= Michael Hishikushitja =

Namibian politician (1953–2001)

Michael Ndapamapedu Hishikushitja (22 November 1953 – 27 September 2001) was a Namibian parliamentarian.

Hishikushitja was born and grew up in Onamunama, close to the Angolan border in the Ohangwena Region of Namibia. In the 1970s he attended school at St Mary Mission School in Odibo, where he later also worked as teacher until it was closed in 1979. He spied for the People's Liberation Army of Namibia, the armed wing of SWAPO, and assisted people wanting to cross the border to Angola.

In 1979 he took up a position as an English teacher in Engela for the Council of Churches in Namibia. When his political involvement became known to the South African administration, he was forced to move to Windhoek. The Anglican Church sent him into British exile where he completed a master's degree in education.

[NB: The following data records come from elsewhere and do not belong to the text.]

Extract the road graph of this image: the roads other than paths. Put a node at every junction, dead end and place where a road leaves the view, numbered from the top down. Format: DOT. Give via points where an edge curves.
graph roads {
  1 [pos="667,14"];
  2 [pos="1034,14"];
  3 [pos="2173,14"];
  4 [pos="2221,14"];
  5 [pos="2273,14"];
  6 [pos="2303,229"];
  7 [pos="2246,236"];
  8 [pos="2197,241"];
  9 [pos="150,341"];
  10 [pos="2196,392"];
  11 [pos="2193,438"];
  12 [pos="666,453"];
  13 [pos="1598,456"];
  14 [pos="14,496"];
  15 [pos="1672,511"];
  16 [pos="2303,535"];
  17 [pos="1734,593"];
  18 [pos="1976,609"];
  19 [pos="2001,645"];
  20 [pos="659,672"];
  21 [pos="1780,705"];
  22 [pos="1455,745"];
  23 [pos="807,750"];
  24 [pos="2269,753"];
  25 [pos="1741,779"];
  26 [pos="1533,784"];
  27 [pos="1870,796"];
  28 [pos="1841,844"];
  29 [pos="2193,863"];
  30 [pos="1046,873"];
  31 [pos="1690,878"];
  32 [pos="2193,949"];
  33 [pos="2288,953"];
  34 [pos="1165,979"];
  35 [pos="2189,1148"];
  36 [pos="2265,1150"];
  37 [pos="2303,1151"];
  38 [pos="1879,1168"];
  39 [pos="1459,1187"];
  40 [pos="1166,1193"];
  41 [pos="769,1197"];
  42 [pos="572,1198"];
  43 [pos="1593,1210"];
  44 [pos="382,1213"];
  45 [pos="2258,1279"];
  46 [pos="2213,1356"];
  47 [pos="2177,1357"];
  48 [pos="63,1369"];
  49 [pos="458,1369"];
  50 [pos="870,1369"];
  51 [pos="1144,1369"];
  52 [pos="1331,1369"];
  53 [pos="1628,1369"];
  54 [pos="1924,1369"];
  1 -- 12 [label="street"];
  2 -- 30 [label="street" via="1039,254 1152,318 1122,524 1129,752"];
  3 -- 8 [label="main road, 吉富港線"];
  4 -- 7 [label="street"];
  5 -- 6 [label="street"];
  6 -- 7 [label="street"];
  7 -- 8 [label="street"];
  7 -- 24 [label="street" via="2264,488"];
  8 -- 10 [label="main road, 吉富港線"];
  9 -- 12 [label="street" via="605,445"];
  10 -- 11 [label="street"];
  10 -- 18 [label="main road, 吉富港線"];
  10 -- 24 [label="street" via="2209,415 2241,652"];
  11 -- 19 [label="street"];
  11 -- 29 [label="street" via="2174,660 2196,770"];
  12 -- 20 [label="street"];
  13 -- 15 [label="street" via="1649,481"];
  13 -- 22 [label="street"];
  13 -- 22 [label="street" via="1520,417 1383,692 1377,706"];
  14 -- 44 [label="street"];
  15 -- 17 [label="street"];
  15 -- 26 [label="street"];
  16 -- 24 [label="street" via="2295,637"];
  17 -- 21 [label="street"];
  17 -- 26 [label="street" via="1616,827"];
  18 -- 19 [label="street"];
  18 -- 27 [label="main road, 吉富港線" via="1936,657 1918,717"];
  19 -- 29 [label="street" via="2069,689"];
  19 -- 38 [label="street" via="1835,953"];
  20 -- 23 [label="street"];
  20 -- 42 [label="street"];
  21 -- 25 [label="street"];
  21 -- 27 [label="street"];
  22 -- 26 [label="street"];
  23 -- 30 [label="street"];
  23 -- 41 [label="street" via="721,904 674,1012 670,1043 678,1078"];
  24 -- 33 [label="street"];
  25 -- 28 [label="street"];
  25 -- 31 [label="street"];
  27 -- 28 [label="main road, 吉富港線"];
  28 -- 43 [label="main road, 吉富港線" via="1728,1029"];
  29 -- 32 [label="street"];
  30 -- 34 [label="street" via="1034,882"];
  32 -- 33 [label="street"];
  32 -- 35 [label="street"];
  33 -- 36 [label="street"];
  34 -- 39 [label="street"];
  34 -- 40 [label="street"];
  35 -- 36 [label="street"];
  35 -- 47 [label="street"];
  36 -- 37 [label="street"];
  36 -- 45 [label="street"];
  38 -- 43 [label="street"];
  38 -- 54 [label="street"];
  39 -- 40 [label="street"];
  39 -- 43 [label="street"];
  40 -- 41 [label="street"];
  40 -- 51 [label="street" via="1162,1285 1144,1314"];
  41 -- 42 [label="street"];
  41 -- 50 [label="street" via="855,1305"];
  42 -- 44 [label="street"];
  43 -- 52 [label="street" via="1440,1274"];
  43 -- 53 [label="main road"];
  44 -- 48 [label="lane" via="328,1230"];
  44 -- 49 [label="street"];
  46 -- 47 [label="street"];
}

After Namibian independence Michael Hishikushitja was elected Regional Councillor of the Oshikango Constituency, a position he held until he died. When the National Council of Namibia was formed in 1993, he was one of the Regional Councillors to be elected to serve. He was vice chairperson of the first National Council, and SWAPO Chief Whip of the second. He also was a member of the Commonwealth Parliamentary Association, and the chairperson of the Standing Committee on Constitutional and Legal Affairs.

Hishikushitja was married with two daughters. He died from a heart attack shortly before his 48th birthday. Sam Nujoma, then President of the Republic of Namibia, spoke at his funeral, calling him "one of [Namibia's] most active and effective young Parliamentarians."